We have avoided the problems of obsolete and deteriorating media in the electronic records we preserve in the National Archives: Whenever any of the digital media in our custody show signs of deterioration, or whenever they reach 10 years of age, we recopy the records to new media. This recopying has several benefits: it keeps the records intact and offsets obsolescence; the newer media always store much more information in less space, so we save on storage costs; and the new media can be read more quickly, so that we can provide faster access to the records. Nevertheless, preserving and providing long-term access to electronic records is vastly more difficult than for other records. For most types of electronic records being created today, there are no known technical solutions that would enable us to guarantee that, in the future, we can provide access to those records in the same form that a user would see today. Other problems include: How do we identify and sort out e-mail of on-going value from that of only transitory use? How do we authenticate electronic word-processing documents and protect their integrity from tampering? On what terms do we arrange for access to automated databases? Must we periodically migrate electronic information to new systems as old ones become obsolete and digital media fail? Can standards be developed so that archives will have to dealwith only a few formats rather than many? Or can new computer systems be made capable of emulating older systems, or capable of understanding descriptive data encapsulated with old records, so that the new systems can render such data readable? It may even be possible to develop a new storage medium both affordable and durable a computer-age equivalent of stone tablets or at least microfilm, but we may not be able to buy or repair the equipment needed to read such a medium, or the way information is written on this medium could become obsolete and thus inaccessible.

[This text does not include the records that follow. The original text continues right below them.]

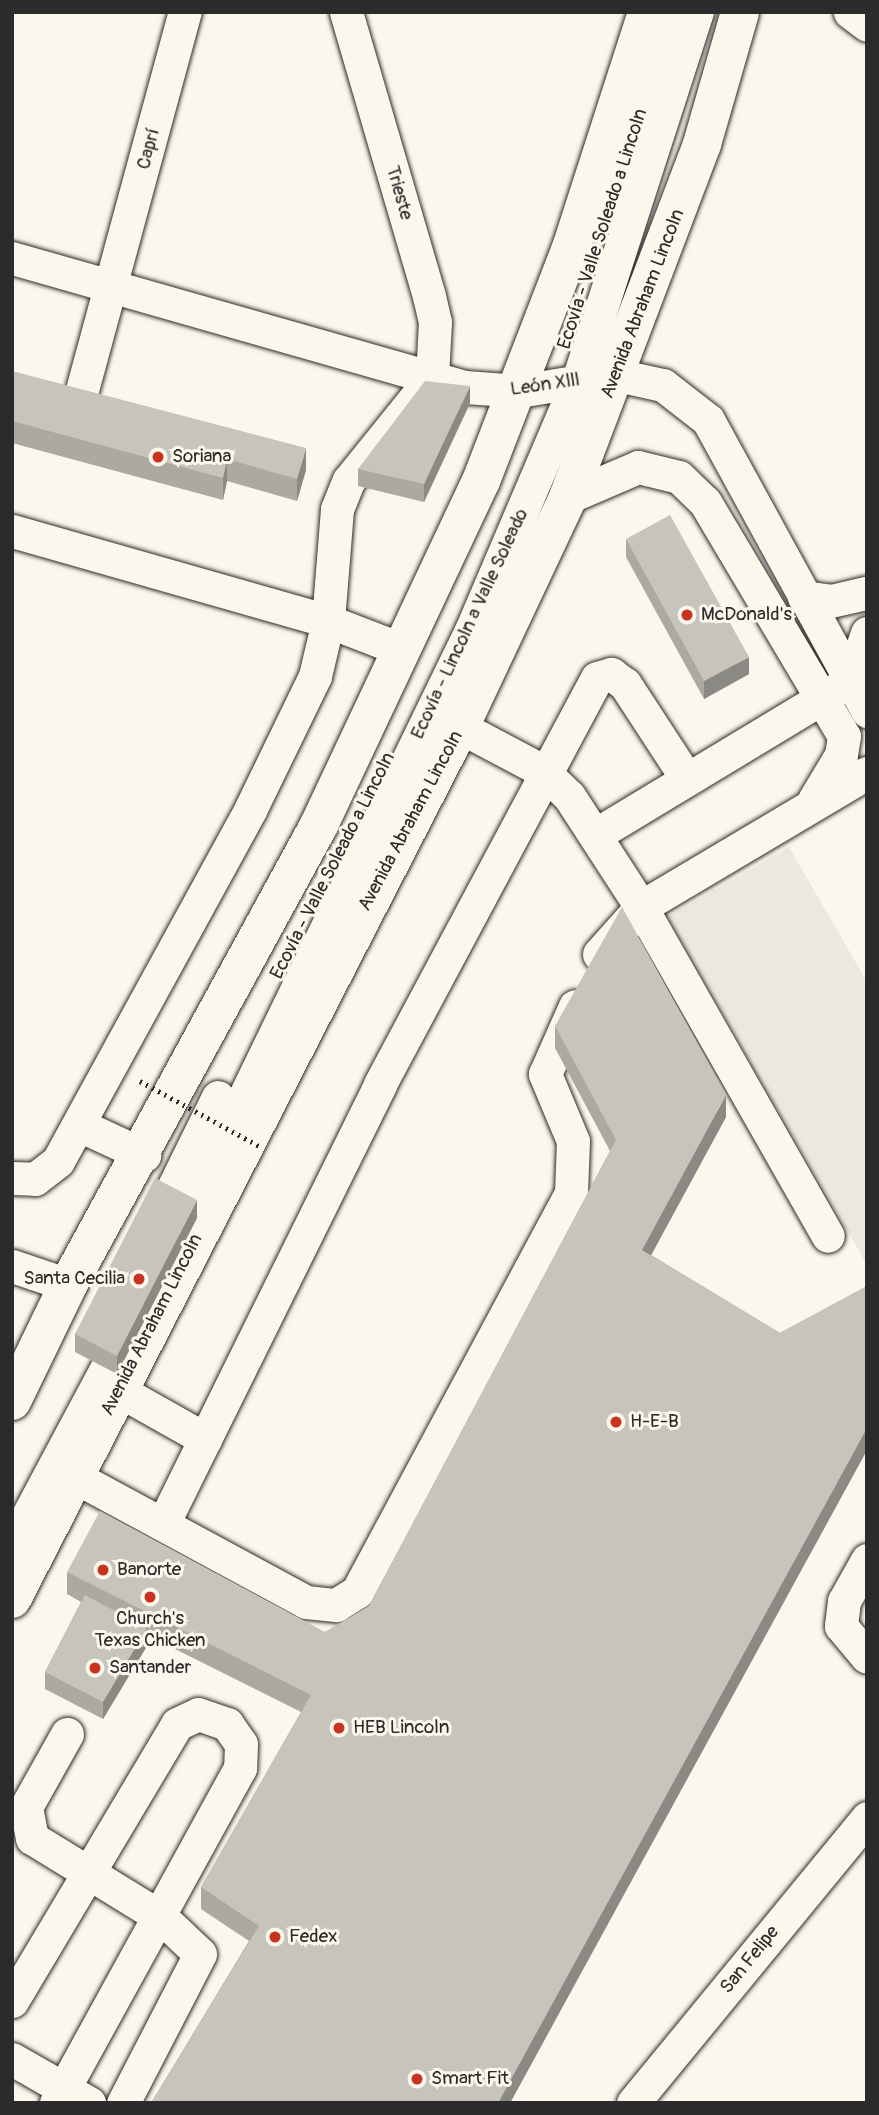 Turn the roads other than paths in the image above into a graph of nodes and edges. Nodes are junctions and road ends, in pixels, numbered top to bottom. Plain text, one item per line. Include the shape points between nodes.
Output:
1 (185, 12) edge
2 (346, 12) edge
3 (647, 12) edge
4 (672, 12) edge
5 (698, 12) edge
6 (740, 12) edge
7 (850, 12) edge
8 (867, 25) edge
9 (12, 258) edge
10 (113, 286) junction
11 (617, 375) junction
12 (432, 377) junction
13 (550, 386) junction
14 (82, 390) edge
15 (568, 496) junction
16 (12, 531) edge
17 (867, 593) edge
18 (804, 597) junction
19 (328, 621) junction
20 (867, 633) edge
21 (403, 650) junction
22 (836, 689) junction
23 (867, 711) edge
24 (460, 727) junction
25 (543, 771) junction
26 (867, 773) edge
27 (687, 779) junction
28 (814, 800) junction
29 (596, 835) junction
30 (641, 907) junction
31 (79, 1125) junction
32 (144, 1155) junction
33 (12, 1178) edge
34 (177, 1208) edge
35 (828, 1237) dead end
36 (12, 1266) edge
37 (68, 1285) junction
38 (24, 1358) edge
39 (104, 1372) junction
40 (12, 1401) edge
41 (205, 1439) junction
42 (77, 1478) junction
43 (12, 1497) edge
44 (163, 1524) junction
45 (12, 1545) edge
46 (867, 1560) edge
47 (12, 1599) edge
48 (867, 1657) edge
49 (67, 1734) dead end
50 (867, 1818) edge
51 (93, 1874) junction
52 (162, 1918) junction
53 (12, 2001) edge
54 (12, 2059) edge
55 (69, 2098) edge
56 (123, 2103) edge
57 (633, 2103) edge

1 - 10 street, Caprí
2 - 12 street, Trieste via 432,309
3 - 13 main road
4 - 13 street, Ecovía - Valle Soleado a Lincoln
5 - 13 street
6 - 11 main road, Avenida Abraham Lincoln via 702,144
7 - 8 street
9 - 10 street, León Xlll
10 - 12 street, León Xlll
10 - 14 street, Caprí
11 - 13 street, León Xlll
11 - 15 main road, Avenida Abraham Lincoln
11 - 18 street, León Xlll via 663,385 708,420
12 - 13 street, León Xlll
12 - 19 street via 349,480 333,538
13 - 21 main road
13 - 34 street, Ecovía - Valle Soleado a Lincoln via 456,620
15 - 22 street via 638,467 686,482 705,502
15 - 24 main road, Avenida Abraham Lincoln
16 - 19 street
17 - 18 street via 831,601
18 - 22 street, León Xlll
19 - 21 street
19 - 31 street via 301,712
20 - 22 street
21 - 32 main road via 281,899
22 - 23 street, León Xlll
22 - 27 street
22 - 28 street via 844,745
24 - 25 street
24 - 39 main road, Avenida Abraham Lincoln
25 - 27 street via 593,683 611,674 625,684
25 - 29 street
25 - 41 street
26 - 28 street
27 - 29 street
28 - 30 street
29 - 30 street
30 - 35 street
30 - 44 street via 603,948 546,1068 573,1142 571,1193 358,1592 335,1605 306,1602
31 - 32 street
31 - 33 street via 48,1172
32 - 37 main road
36 - 37 street
37 - 38 main road
38 - 40 main road
39 - 41 street
39 - 42 main road, Avenida Abraham Lincoln
39 - 43 street
39 - 45 street
41 - 44 street
42 - 44 street
42 - 47 main road, Avenida Abraham Lincoln
46 - 48 street via 844,1601 841,1626
49 - 51 street via 26,1807 25,1827 32,1838
50 - 57 street, San Felipe
51 - 52 street
51 - 52 street via 177,1724 198,1714 216,1717 237,1734 240,1768
51 - 53 street
52 - 55 street
52 - 56 street via 197,1945 198,1966
54 - 55 street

Working Together on Electronic Records Challenges

Ensuring that we have reliable electronic records that maintain their integrity over time depends a lot on research-and-development projects in which NARA and many others are deeply involved. An interagency Electronic Records Work Group that I organized will make recommendations soon to guide decisions about retaining or disposing of certain kinds of electronic records. We are working with the Department of Defense on electronic record-keeping systems that may be applicable elsewhere in the government, with the State Department on electronic cable files, and with several agencies on electronic records declassification. And internally, NARA is trying to squeeze more out of its resources to put into the management of electronic records while also preserving them in an electronic records center that will need much more than its current annual budget of approximately $2 million. The effort is not inexpensive NARA is partnering with other agencies, businesses, and universities to meet the challenges in part because millions of dollars must be invested in the effort but we can succeed, particularly if Americans care.

Among the records we safeguard are our national Charters of Freedom the Declaration of Independence, the U.S. Constitution, and the Bill of Rights which hundreds of American citizens, school kids, and foreign visitors come to view every day in the rotunda of the National Archives Building in Washington. Nearly 50 years ago, we put these precious documents into helium-filled glass cases, lowered each night into a bombproof vault, which made them, in the words of President Truman at the time, as safe from destruction as anything that the wit of modern man can devise. Because of flaws in the outer shell of the encasement, we will soon start re-encasing them to be sure.

We want to preserve them forever. But we also must save so much else that citizens of a democracy need and historians want to study. It will be worse than sad if the marvelous technologies that are giving us a new information age outrun our ability to keep a record of it. We hope to learn how to use new technologies to keep records better and even cheaper. For the sake of both democracy and history, we must.